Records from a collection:
◆ ◆ ◆ ◆ ◆
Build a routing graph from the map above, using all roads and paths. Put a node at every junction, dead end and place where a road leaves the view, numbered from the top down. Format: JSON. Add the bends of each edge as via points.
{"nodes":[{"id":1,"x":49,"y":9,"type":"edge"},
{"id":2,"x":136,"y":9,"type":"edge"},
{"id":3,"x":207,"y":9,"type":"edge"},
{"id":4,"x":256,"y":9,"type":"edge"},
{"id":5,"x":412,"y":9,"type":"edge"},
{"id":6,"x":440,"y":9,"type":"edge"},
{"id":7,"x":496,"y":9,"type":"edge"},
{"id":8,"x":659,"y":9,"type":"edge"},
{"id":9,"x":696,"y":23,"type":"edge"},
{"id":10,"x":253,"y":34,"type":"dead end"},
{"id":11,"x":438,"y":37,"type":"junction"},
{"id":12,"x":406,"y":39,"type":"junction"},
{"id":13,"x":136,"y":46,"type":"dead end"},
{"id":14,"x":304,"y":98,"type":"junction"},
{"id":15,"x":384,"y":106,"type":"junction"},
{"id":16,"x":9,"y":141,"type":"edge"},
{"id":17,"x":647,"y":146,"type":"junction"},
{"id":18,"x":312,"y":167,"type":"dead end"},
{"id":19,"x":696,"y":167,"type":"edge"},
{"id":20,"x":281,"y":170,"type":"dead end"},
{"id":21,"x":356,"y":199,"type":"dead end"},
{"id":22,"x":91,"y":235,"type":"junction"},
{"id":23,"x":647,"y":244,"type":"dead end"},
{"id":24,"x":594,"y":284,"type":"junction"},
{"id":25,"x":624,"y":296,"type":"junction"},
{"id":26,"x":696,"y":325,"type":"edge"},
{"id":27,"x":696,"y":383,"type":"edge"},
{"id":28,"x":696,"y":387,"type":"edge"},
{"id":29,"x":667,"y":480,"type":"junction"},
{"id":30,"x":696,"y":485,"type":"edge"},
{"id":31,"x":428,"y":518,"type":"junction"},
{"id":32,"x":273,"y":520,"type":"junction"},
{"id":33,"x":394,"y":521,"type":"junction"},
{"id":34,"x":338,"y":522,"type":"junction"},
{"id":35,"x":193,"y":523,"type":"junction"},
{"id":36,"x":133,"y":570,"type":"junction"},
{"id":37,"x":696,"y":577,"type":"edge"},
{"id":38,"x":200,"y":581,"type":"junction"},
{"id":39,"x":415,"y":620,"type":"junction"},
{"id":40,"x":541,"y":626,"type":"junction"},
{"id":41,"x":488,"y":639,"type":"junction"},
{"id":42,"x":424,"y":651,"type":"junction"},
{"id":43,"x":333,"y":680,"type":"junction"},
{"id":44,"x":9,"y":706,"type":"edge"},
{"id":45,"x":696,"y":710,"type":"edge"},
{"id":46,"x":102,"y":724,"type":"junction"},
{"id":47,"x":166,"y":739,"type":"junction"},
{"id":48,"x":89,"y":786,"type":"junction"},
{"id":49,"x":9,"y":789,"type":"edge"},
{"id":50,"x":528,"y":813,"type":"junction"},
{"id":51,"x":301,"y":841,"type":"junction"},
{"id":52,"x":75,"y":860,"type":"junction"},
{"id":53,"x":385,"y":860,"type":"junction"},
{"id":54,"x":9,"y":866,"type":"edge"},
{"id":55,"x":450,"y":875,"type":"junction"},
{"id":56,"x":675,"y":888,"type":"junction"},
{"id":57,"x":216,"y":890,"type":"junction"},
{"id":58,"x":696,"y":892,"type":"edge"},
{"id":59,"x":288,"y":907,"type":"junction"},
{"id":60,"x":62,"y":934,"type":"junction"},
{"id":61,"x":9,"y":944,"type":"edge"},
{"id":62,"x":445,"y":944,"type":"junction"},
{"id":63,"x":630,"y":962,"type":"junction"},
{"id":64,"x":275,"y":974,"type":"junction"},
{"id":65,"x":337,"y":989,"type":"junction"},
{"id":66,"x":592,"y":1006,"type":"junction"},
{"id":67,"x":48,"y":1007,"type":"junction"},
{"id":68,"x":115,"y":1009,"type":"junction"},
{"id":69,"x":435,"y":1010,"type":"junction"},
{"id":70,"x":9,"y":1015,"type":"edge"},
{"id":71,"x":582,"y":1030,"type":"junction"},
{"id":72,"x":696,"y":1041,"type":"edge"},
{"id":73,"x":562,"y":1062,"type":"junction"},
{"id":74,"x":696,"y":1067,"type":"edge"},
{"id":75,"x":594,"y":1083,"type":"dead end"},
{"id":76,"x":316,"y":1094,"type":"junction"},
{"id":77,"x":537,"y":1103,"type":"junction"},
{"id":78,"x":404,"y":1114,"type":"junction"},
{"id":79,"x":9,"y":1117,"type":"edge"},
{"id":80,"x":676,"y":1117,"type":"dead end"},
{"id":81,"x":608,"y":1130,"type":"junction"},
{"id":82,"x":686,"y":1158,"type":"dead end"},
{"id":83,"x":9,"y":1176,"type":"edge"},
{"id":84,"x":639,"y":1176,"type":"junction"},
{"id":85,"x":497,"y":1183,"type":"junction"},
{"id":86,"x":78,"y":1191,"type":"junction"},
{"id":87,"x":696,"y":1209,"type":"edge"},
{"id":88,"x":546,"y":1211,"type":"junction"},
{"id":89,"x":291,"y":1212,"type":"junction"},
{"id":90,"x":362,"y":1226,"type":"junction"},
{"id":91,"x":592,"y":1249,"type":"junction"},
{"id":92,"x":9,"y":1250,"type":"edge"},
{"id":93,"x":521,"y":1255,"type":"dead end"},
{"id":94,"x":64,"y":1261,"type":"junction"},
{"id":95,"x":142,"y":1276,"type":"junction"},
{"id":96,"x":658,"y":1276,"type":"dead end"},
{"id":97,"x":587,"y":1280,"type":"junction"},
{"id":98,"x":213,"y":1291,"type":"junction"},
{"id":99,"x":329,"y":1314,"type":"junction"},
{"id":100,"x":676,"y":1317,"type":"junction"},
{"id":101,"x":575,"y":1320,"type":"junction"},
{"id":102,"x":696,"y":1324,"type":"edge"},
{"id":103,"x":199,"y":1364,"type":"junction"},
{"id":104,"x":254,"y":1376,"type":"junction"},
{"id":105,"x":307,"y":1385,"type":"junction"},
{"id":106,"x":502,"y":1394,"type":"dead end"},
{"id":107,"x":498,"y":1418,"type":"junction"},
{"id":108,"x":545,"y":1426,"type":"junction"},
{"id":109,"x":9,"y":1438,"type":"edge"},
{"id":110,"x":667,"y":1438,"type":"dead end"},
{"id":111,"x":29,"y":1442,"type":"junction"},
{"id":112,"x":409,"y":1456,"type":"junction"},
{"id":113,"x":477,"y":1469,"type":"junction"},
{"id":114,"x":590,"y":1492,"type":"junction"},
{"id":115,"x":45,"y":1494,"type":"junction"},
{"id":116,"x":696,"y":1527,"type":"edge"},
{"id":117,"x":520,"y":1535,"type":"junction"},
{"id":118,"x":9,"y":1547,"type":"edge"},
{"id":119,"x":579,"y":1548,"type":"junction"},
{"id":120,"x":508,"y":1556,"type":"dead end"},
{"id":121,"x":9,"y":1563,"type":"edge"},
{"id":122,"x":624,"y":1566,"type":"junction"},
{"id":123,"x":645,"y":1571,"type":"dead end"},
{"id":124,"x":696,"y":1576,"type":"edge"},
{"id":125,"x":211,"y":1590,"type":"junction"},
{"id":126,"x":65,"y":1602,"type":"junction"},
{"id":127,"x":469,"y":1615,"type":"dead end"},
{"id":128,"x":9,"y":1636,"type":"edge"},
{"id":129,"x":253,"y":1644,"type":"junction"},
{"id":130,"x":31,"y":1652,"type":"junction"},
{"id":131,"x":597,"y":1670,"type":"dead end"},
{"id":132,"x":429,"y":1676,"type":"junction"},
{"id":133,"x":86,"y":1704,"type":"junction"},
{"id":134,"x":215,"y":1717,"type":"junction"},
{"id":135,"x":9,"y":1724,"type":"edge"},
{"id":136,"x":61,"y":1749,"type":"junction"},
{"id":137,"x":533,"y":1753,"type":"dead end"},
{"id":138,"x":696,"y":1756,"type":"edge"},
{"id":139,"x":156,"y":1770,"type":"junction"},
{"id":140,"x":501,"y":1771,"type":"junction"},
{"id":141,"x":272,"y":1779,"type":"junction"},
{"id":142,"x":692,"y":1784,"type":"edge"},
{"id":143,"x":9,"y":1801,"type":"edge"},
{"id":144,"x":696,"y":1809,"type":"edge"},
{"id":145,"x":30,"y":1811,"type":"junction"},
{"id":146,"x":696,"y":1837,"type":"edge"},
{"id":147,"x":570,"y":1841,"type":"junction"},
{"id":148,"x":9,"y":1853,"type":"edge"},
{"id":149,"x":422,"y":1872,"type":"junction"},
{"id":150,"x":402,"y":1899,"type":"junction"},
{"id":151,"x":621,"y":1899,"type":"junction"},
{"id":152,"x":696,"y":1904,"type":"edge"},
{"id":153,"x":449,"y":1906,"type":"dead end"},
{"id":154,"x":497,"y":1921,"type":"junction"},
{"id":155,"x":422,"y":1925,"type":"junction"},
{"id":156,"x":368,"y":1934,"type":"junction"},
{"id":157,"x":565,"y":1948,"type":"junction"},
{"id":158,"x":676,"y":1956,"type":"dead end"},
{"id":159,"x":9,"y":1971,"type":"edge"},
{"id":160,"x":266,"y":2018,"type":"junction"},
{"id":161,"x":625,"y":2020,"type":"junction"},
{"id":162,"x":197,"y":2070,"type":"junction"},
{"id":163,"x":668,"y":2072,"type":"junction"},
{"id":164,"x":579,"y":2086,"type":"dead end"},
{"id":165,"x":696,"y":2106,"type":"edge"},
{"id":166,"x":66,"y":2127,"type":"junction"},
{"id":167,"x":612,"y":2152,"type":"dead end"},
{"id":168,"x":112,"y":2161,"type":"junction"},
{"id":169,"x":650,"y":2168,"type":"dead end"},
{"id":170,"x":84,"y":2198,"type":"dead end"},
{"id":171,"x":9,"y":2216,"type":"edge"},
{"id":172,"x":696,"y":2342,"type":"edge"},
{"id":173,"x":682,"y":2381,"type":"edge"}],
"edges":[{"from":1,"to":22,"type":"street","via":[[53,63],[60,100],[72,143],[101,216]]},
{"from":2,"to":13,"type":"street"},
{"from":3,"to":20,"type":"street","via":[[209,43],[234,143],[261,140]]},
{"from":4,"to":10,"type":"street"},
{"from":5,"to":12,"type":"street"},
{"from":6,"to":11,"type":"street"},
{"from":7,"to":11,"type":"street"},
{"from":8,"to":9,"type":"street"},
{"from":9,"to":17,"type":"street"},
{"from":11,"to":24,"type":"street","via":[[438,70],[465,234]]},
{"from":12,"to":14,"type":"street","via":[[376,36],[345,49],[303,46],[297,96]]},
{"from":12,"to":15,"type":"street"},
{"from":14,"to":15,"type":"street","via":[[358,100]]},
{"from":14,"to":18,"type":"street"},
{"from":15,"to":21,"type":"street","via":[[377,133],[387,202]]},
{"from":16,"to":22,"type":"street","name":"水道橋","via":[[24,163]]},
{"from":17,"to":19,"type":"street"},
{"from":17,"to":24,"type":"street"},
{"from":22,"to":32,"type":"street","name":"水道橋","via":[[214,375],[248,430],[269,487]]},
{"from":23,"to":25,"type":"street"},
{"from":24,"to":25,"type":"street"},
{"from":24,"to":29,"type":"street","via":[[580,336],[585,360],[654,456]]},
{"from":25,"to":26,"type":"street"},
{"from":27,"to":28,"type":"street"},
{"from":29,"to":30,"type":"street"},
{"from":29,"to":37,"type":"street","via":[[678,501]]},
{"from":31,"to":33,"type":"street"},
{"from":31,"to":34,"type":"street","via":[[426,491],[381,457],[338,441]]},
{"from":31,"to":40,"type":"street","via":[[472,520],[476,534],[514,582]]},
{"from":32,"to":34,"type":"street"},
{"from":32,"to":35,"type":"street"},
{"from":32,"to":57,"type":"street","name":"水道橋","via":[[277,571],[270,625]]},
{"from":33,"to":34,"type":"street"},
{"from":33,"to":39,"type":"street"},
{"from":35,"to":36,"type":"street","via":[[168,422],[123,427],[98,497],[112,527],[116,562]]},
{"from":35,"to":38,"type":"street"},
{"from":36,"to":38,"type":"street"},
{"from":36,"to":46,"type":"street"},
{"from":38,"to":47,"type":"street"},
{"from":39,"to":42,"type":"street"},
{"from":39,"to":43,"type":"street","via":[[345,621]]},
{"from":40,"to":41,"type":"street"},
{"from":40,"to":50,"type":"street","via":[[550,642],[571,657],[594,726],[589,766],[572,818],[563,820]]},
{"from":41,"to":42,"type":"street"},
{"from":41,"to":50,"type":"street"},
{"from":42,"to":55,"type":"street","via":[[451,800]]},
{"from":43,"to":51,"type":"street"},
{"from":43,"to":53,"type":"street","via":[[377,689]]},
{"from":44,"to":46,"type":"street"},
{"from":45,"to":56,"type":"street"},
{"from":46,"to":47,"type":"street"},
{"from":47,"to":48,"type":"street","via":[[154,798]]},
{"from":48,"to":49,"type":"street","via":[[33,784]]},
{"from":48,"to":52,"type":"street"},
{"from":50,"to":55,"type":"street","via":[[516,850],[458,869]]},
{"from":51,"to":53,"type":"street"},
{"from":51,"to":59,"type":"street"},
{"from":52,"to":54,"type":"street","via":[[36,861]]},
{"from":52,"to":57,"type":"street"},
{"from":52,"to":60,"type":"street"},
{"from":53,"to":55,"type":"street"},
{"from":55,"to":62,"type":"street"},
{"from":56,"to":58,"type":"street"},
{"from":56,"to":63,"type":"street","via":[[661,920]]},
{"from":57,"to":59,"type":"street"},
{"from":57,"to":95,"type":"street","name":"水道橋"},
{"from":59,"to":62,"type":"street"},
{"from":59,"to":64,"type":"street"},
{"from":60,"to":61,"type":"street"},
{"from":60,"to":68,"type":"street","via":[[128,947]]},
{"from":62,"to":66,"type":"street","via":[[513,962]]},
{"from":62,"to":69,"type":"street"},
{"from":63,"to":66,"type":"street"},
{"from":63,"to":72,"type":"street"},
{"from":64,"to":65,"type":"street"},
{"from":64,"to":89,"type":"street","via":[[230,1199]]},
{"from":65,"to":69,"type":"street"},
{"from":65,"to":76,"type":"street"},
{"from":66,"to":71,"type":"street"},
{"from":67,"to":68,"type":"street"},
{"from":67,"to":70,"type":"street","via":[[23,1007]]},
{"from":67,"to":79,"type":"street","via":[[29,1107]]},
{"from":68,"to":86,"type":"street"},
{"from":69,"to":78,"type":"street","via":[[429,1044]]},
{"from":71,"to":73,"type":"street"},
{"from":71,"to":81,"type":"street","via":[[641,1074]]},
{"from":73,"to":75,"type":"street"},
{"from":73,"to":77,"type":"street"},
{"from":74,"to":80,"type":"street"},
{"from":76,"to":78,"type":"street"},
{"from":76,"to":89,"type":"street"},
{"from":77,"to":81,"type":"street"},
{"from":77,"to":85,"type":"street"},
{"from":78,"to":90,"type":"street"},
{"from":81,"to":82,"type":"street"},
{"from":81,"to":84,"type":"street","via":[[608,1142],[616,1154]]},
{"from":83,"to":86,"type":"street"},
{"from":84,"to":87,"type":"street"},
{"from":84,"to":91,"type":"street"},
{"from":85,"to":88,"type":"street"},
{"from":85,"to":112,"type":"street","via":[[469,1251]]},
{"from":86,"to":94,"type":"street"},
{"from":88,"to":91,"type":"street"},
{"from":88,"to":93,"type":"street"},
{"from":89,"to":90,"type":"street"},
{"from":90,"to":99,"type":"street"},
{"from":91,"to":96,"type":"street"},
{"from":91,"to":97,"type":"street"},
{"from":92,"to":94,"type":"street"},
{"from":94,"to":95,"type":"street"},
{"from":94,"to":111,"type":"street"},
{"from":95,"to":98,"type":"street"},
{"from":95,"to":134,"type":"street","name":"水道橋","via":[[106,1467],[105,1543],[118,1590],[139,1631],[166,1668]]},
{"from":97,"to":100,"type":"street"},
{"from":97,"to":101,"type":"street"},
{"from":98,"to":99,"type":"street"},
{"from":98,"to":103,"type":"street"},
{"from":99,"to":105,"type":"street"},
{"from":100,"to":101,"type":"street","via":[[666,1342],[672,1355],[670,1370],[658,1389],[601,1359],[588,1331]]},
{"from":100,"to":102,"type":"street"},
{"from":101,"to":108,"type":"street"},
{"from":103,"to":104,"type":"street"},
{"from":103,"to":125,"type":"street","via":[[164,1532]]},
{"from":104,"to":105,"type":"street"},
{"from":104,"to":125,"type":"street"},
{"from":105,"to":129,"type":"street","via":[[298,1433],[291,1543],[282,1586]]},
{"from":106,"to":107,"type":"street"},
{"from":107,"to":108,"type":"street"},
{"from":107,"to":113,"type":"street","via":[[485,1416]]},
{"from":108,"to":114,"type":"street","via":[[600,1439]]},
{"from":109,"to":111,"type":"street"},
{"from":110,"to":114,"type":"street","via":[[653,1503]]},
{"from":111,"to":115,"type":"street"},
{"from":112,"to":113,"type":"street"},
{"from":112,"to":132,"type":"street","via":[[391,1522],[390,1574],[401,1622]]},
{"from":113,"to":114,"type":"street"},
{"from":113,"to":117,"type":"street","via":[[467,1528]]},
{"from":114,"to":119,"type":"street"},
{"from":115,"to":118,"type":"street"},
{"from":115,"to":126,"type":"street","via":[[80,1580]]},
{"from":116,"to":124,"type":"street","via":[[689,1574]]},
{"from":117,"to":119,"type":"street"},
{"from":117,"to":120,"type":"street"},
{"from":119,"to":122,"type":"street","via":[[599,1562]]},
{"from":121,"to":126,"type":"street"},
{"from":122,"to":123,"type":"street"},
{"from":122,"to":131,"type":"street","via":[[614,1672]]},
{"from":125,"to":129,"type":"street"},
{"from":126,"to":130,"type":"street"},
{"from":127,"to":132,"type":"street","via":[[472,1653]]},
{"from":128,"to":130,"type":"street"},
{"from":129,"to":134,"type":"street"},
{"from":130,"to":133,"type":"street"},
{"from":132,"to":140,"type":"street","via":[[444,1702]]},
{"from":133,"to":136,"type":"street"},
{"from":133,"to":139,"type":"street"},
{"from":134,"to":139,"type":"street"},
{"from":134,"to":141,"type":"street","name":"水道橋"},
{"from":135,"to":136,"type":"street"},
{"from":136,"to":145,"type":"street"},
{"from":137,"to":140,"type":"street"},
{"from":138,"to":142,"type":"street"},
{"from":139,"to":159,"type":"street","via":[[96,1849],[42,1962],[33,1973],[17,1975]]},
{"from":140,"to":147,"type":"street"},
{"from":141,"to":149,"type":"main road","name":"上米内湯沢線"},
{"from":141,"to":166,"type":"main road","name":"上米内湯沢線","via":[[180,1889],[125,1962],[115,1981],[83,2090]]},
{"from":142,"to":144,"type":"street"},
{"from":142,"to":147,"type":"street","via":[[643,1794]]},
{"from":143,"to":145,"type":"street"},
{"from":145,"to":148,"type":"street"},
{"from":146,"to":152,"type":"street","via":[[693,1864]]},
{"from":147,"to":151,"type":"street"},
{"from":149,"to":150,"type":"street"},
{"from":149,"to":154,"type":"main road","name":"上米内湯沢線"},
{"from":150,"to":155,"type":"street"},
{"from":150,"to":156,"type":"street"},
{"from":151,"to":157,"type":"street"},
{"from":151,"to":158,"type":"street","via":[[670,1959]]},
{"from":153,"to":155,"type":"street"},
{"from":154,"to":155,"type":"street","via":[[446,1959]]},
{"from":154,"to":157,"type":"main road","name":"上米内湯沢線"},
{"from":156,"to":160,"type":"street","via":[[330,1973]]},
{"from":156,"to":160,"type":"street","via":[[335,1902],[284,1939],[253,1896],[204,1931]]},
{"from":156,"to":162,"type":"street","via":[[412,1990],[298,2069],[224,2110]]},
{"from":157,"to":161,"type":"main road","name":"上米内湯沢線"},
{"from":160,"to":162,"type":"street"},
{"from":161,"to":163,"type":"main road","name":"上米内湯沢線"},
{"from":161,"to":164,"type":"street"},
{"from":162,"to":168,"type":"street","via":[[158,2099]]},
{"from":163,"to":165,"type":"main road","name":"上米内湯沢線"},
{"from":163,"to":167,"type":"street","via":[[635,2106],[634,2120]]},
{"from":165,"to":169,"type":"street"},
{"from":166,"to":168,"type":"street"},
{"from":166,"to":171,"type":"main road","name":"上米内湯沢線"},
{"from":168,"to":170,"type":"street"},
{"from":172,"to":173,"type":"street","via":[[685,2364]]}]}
◆ ◆ ◆ ◆ ◆
Exercise objective: Wherever the word "上米内湯沢線" appears in the entries above, copy that whole line.

Expected output:
{"from":141,"to":149,"type":"main road","name":"上米内湯沢線"},
{"from":141,"to":166,"type":"main road","name":"上米内湯沢線","via":[[180,1889],[125,1962],[115,1981],[83,2090]]},
{"from":149,"to":154,"type":"main road","name":"上米内湯沢線"},
{"from":154,"to":157,"type":"main road","name":"上米内湯沢線"},
{"from":157,"to":161,"type":"main road","name":"上米内湯沢線"},
{"from":161,"to":163,"type":"main road","name":"上米内湯沢線"},
{"from":163,"to":165,"type":"main road","name":"上米内湯沢線"},
{"from":166,"to":171,"type":"main road","name":"上米内湯沢線"},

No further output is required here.